» **ABOUT THIS TASK**
When you return the data, keep every line exactly as it is and leave out the pictures.

» **SUPPLIED INFORMATION**
---+---

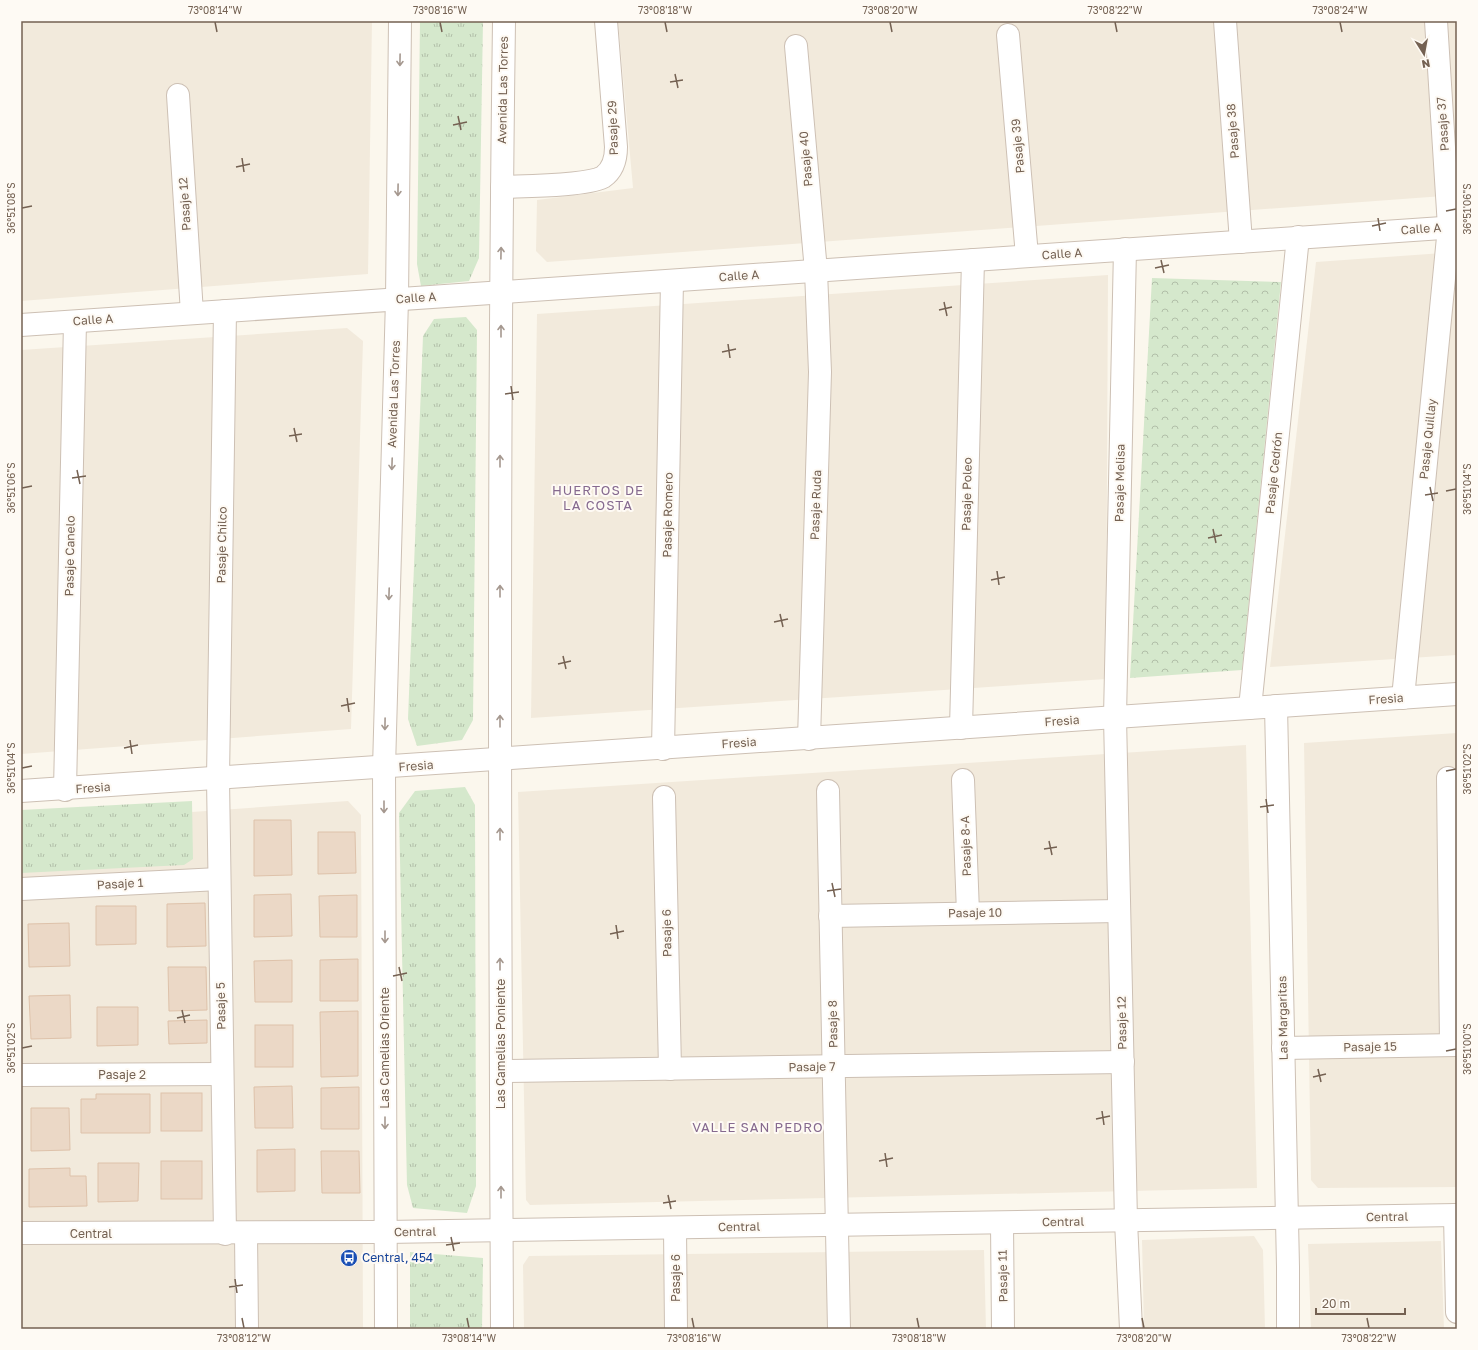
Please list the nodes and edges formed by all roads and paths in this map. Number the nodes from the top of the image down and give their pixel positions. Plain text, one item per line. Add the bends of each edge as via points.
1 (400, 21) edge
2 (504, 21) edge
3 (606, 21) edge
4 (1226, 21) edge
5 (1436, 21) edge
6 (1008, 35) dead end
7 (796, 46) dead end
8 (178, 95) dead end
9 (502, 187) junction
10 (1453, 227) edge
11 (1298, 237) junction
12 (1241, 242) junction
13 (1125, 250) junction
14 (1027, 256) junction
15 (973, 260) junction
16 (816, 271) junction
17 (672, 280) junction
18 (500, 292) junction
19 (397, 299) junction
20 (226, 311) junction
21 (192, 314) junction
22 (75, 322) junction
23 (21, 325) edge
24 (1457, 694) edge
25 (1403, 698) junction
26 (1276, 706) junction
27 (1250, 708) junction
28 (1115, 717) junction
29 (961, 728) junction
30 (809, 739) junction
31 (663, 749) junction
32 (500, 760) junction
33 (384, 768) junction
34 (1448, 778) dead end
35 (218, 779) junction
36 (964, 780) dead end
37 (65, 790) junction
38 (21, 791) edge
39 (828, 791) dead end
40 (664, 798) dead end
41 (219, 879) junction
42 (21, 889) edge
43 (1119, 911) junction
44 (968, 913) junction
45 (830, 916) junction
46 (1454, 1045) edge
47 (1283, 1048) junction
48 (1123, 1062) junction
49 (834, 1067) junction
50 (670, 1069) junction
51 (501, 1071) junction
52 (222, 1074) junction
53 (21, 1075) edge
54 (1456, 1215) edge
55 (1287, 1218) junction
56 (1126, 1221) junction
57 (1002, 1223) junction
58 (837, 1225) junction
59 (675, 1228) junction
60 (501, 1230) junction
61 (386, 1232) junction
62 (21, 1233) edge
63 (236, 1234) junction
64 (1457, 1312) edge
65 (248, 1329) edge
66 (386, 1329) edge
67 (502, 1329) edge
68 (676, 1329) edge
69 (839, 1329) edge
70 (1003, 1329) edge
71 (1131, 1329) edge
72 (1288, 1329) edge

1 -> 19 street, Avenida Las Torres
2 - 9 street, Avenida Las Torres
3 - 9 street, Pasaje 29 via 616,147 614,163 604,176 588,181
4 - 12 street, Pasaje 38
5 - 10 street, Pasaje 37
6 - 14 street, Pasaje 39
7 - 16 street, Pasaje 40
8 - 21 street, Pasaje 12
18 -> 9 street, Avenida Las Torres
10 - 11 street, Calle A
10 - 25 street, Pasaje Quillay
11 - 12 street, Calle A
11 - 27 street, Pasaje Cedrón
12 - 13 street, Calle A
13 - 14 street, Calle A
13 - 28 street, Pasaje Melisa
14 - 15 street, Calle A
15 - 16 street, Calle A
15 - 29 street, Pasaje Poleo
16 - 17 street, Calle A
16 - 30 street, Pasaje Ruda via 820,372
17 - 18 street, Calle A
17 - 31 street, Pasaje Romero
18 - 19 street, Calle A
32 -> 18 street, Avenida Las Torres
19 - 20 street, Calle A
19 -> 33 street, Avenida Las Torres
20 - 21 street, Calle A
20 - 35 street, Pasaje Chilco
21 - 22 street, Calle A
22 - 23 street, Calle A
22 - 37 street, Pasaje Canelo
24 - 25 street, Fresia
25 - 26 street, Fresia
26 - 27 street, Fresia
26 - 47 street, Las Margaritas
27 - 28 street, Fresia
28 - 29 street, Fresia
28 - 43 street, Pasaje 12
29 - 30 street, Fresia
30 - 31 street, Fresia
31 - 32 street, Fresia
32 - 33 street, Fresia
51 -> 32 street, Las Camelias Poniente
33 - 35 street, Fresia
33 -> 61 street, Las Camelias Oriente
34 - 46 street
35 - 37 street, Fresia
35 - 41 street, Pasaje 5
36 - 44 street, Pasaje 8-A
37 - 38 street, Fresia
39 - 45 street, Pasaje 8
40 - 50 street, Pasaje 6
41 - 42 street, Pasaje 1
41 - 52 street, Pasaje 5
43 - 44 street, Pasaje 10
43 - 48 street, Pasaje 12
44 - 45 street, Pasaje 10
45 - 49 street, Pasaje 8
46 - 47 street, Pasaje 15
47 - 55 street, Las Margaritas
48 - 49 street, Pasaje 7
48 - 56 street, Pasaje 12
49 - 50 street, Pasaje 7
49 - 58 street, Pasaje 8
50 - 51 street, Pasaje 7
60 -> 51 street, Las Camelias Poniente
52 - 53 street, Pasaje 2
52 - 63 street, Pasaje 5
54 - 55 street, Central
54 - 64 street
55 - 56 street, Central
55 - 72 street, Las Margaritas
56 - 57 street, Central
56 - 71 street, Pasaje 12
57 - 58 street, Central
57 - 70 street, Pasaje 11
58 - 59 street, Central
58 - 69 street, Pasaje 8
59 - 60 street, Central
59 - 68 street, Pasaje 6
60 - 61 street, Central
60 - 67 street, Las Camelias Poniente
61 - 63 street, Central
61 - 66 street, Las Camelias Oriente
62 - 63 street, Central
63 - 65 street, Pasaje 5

---+---

» **RESPONSE AREA**
Please list the nodes and edges formed by all roads and paths in this map. Number the nodes from the top of the image down and give their pixel positions. Plain text, one item per line. Add the bends of each edge as via points.
1 (400, 21) edge
2 (504, 21) edge
3 (606, 21) edge
4 (1226, 21) edge
5 (1436, 21) edge
6 (1008, 35) dead end
7 (796, 46) dead end
8 (178, 95) dead end
9 (502, 187) junction
10 (1453, 227) edge
11 (1298, 237) junction
12 (1241, 242) junction
13 (1125, 250) junction
14 (1027, 256) junction
15 (973, 260) junction
16 (816, 271) junction
17 (672, 280) junction
18 (500, 292) junction
19 (397, 299) junction
20 (226, 311) junction
21 (192, 314) junction
22 (75, 322) junction
23 (21, 325) edge
24 (1457, 694) edge
25 (1403, 698) junction
26 (1276, 706) junction
27 (1250, 708) junction
28 (1115, 717) junction
29 (961, 728) junction
30 (809, 739) junction
31 (663, 749) junction
32 (500, 760) junction
33 (384, 768) junction
34 (1448, 778) dead end
35 (218, 779) junction
36 (964, 780) dead end
37 (65, 790) junction
38 (21, 791) edge
39 (828, 791) dead end
40 (664, 798) dead end
41 (219, 879) junction
42 (21, 889) edge
43 (1119, 911) junction
44 (968, 913) junction
45 (830, 916) junction
46 (1454, 1045) edge
47 (1283, 1048) junction
48 (1123, 1062) junction
49 (834, 1067) junction
50 (670, 1069) junction
51 (501, 1071) junction
52 (222, 1074) junction
53 (21, 1075) edge
54 (1456, 1215) edge
55 (1287, 1218) junction
56 (1126, 1221) junction
57 (1002, 1223) junction
58 (837, 1225) junction
59 (675, 1228) junction
60 (501, 1230) junction
61 (386, 1232) junction
62 (21, 1233) edge
63 (236, 1234) junction
64 (1457, 1312) edge
65 (248, 1329) edge
66 (386, 1329) edge
67 (502, 1329) edge
68 (676, 1329) edge
69 (839, 1329) edge
70 (1003, 1329) edge
71 (1131, 1329) edge
72 (1288, 1329) edge

1 -> 19 street, Avenida Las Torres
2 - 9 street, Avenida Las Torres
3 - 9 street, Pasaje 29 via 616,147 614,163 604,176 588,181
4 - 12 street, Pasaje 38
5 - 10 street, Pasaje 37
6 - 14 street, Pasaje 39
7 - 16 street, Pasaje 40
8 - 21 street, Pasaje 12
18 -> 9 street, Avenida Las Torres
10 - 11 street, Calle A
10 - 25 street, Pasaje Quillay
11 - 12 street, Calle A
11 - 27 street, Pasaje Cedrón
12 - 13 street, Calle A
13 - 14 street, Calle A
13 - 28 street, Pasaje Melisa
14 - 15 street, Calle A
15 - 16 street, Calle A
15 - 29 street, Pasaje Poleo
16 - 17 street, Calle A
16 - 30 street, Pasaje Ruda via 820,372
17 - 18 street, Calle A
17 - 31 street, Pasaje Romero
18 - 19 street, Calle A
32 -> 18 street, Avenida Las Torres
19 - 20 street, Calle A
19 -> 33 street, Avenida Las Torres
20 - 21 street, Calle A
20 - 35 street, Pasaje Chilco
21 - 22 street, Calle A
22 - 23 street, Calle A
22 - 37 street, Pasaje Canelo
24 - 25 street, Fresia
25 - 26 street, Fresia
26 - 27 street, Fresia
26 - 47 street, Las Margaritas
27 - 28 street, Fresia
28 - 29 street, Fresia
28 - 43 street, Pasaje 12
29 - 30 street, Fresia
30 - 31 street, Fresia
31 - 32 street, Fresia
32 - 33 street, Fresia
51 -> 32 street, Las Camelias Poniente
33 - 35 street, Fresia
33 -> 61 street, Las Camelias Oriente
34 - 46 street
35 - 37 street, Fresia
35 - 41 street, Pasaje 5
36 - 44 street, Pasaje 8-A
37 - 38 street, Fresia
39 - 45 street, Pasaje 8
40 - 50 street, Pasaje 6
41 - 42 street, Pasaje 1
41 - 52 street, Pasaje 5
43 - 44 street, Pasaje 10
43 - 48 street, Pasaje 12
44 - 45 street, Pasaje 10
45 - 49 street, Pasaje 8
46 - 47 street, Pasaje 15
47 - 55 street, Las Margaritas
48 - 49 street, Pasaje 7
48 - 56 street, Pasaje 12
49 - 50 street, Pasaje 7
49 - 58 street, Pasaje 8
50 - 51 street, Pasaje 7
60 -> 51 street, Las Camelias Poniente
52 - 53 street, Pasaje 2
52 - 63 street, Pasaje 5
54 - 55 street, Central
54 - 64 street
55 - 56 street, Central
55 - 72 street, Las Margaritas
56 - 57 street, Central
56 - 71 street, Pasaje 12
57 - 58 street, Central
57 - 70 street, Pasaje 11
58 - 59 street, Central
58 - 69 street, Pasaje 8
59 - 60 street, Central
59 - 68 street, Pasaje 6
60 - 61 street, Central
60 - 67 street, Las Camelias Poniente
61 - 63 street, Central
61 - 66 street, Las Camelias Oriente
62 - 63 street, Central
63 - 65 street, Pasaje 5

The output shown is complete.